• YOUR TASK
Go over the entries below line by line, copying each one that contains the word "вулиця".

▼

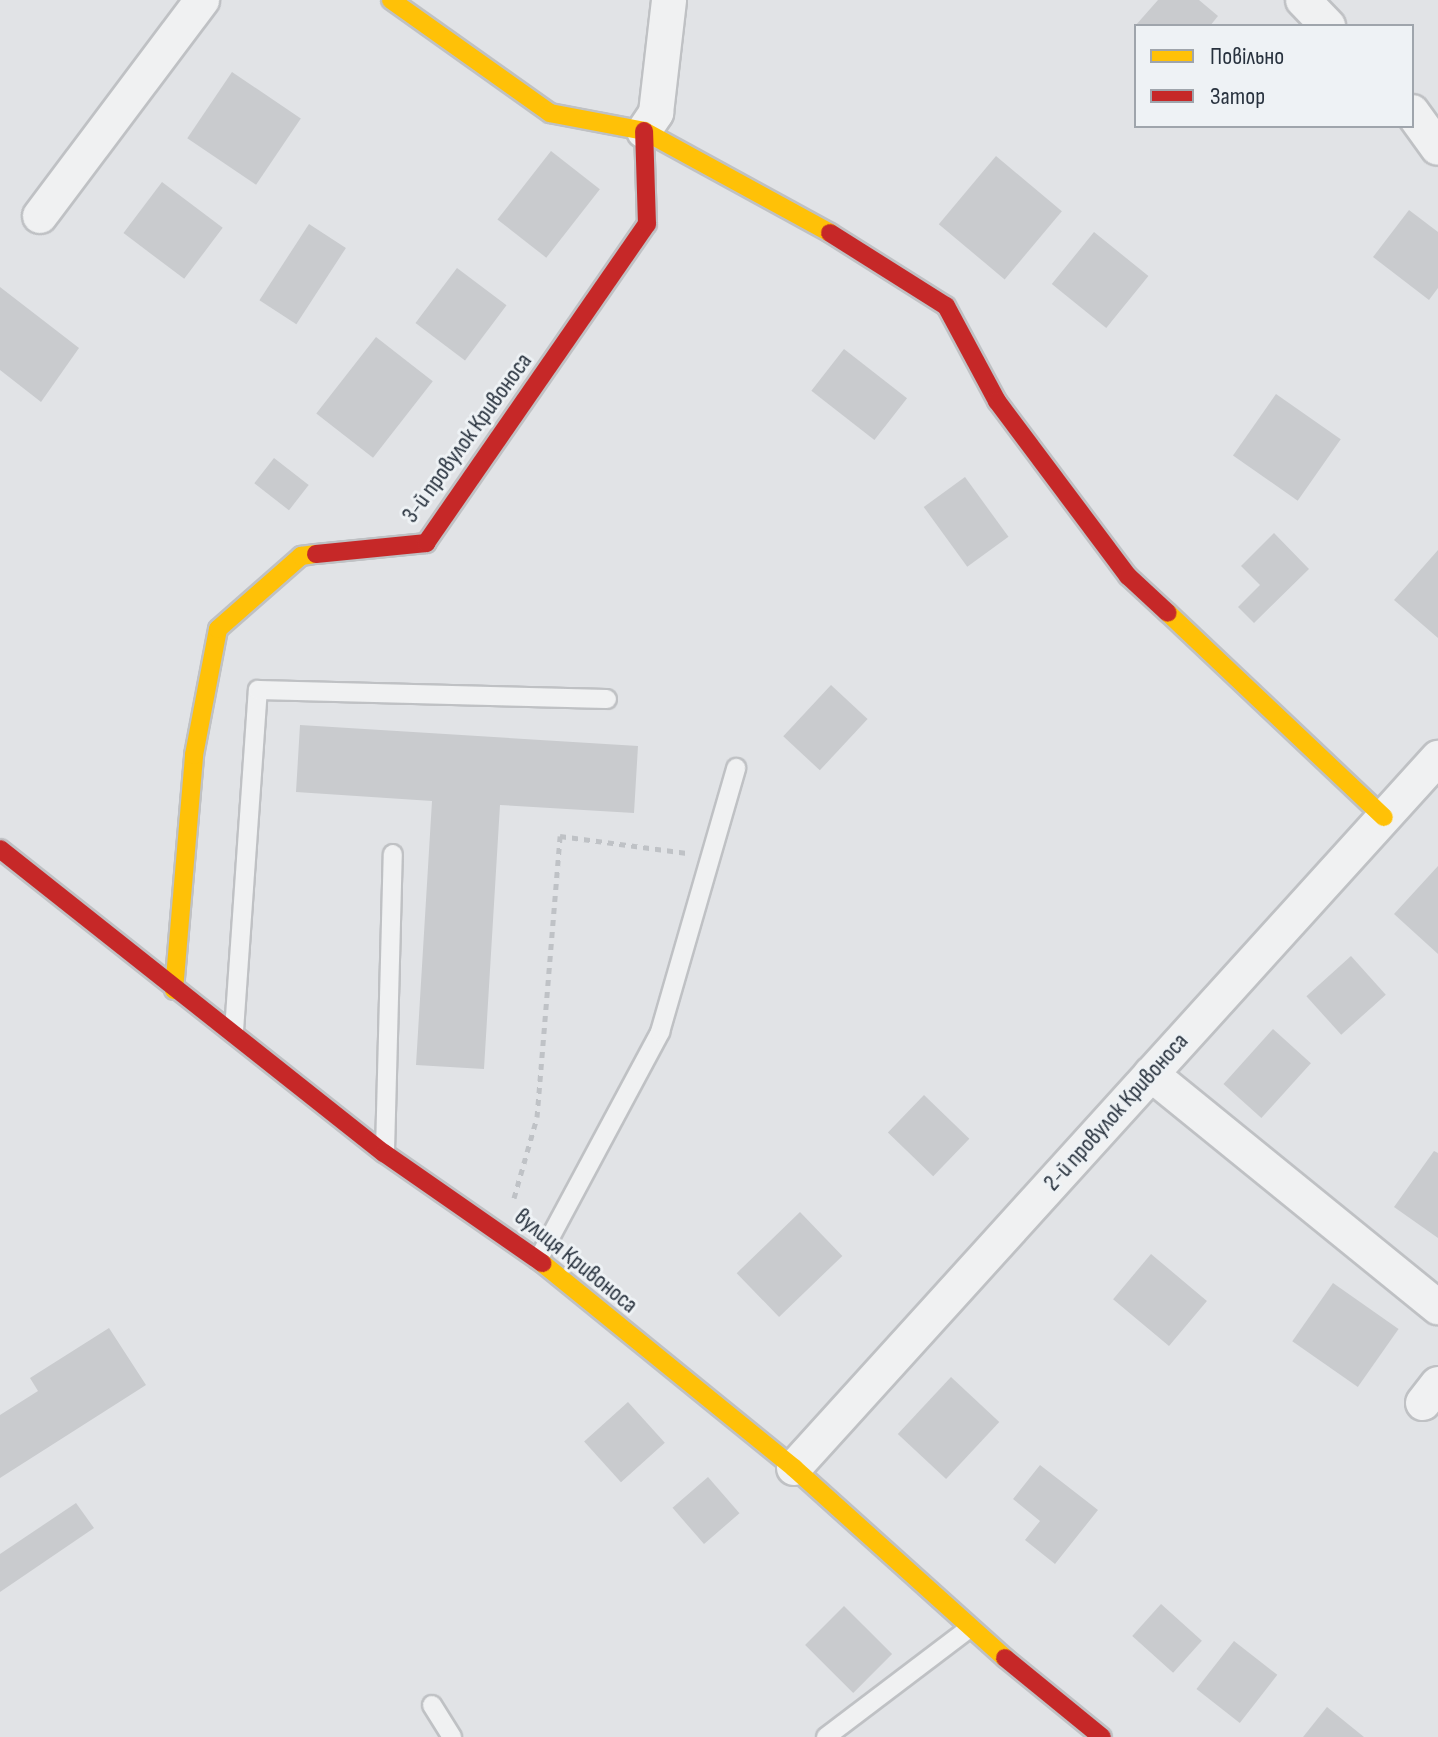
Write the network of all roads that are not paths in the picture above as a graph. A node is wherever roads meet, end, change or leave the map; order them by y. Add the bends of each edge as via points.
1 (202, 0) edge
2 (391, 0) edge
3 (669, 0) edge
4 (1303, 0) edge
5 (1326, 24) edge
6 (1414, 115) edge
7 (644, 131) junction
8 (1438, 148) edge
9 (40, 216) dead end
10 (607, 699) dead end
11 (1438, 758) edge
12 (736, 768) dead end
13 (1384, 817) junction
14 (0, 849) edge
15 (393, 854) dead end
16 (174, 990) junction
17 (234, 1038) junction
18 (1151, 1074) junction
19 (384, 1153) junction
20 (538, 1260) junction
21 (1438, 1307) edge
22 (794, 1468) junction
23 (968, 1629) junction
24 (432, 1705) dead end
25 (452, 1737) edge
26 (826, 1737) edge
27 (1102, 1737) edge

1 - 9 street
2 - 7 street via 550,113
3 - 7 street via 656,113
4 - 5 street
6 - 8 street
7 - 13 street via 789,208 946,306 997,401 1128,576
7 - 16 street, 3-й провулок Кривоноса via 647,224 426,543 301,556 218,629 194,755
10 - 17 lane via 258,690
11 - 13 street, 2-й провулок Кривоноса
12 - 20 lane via 660,1032
13 - 18 street, 2-й провулок Кривоноса
14 - 16 street, вулиця Кривоноса
15 - 19 lane
16 - 17 street, вулиця Кривоноса
17 - 19 street, вулиця Кривоноса
18 - 21 street
18 - 22 street, 2-й провулок Кривоноса
19 - 20 street, вулиця Кривоноса
20 - 22 street, вулиця Кривоноса
22 - 23 street, вулиця Кривоноса
23 - 26 lane
23 - 27 street, вулиця Кривоноса
24 - 25 lane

▲

• ANSWER SPACE
14 - 16 street, вулиця Кривоноса
16 - 17 street, вулиця Кривоноса
17 - 19 street, вулиця Кривоноса
19 - 20 street, вулиця Кривоноса
20 - 22 street, вулиця Кривоноса
22 - 23 street, вулиця Кривоноса
23 - 27 street, вулиця Кривоноса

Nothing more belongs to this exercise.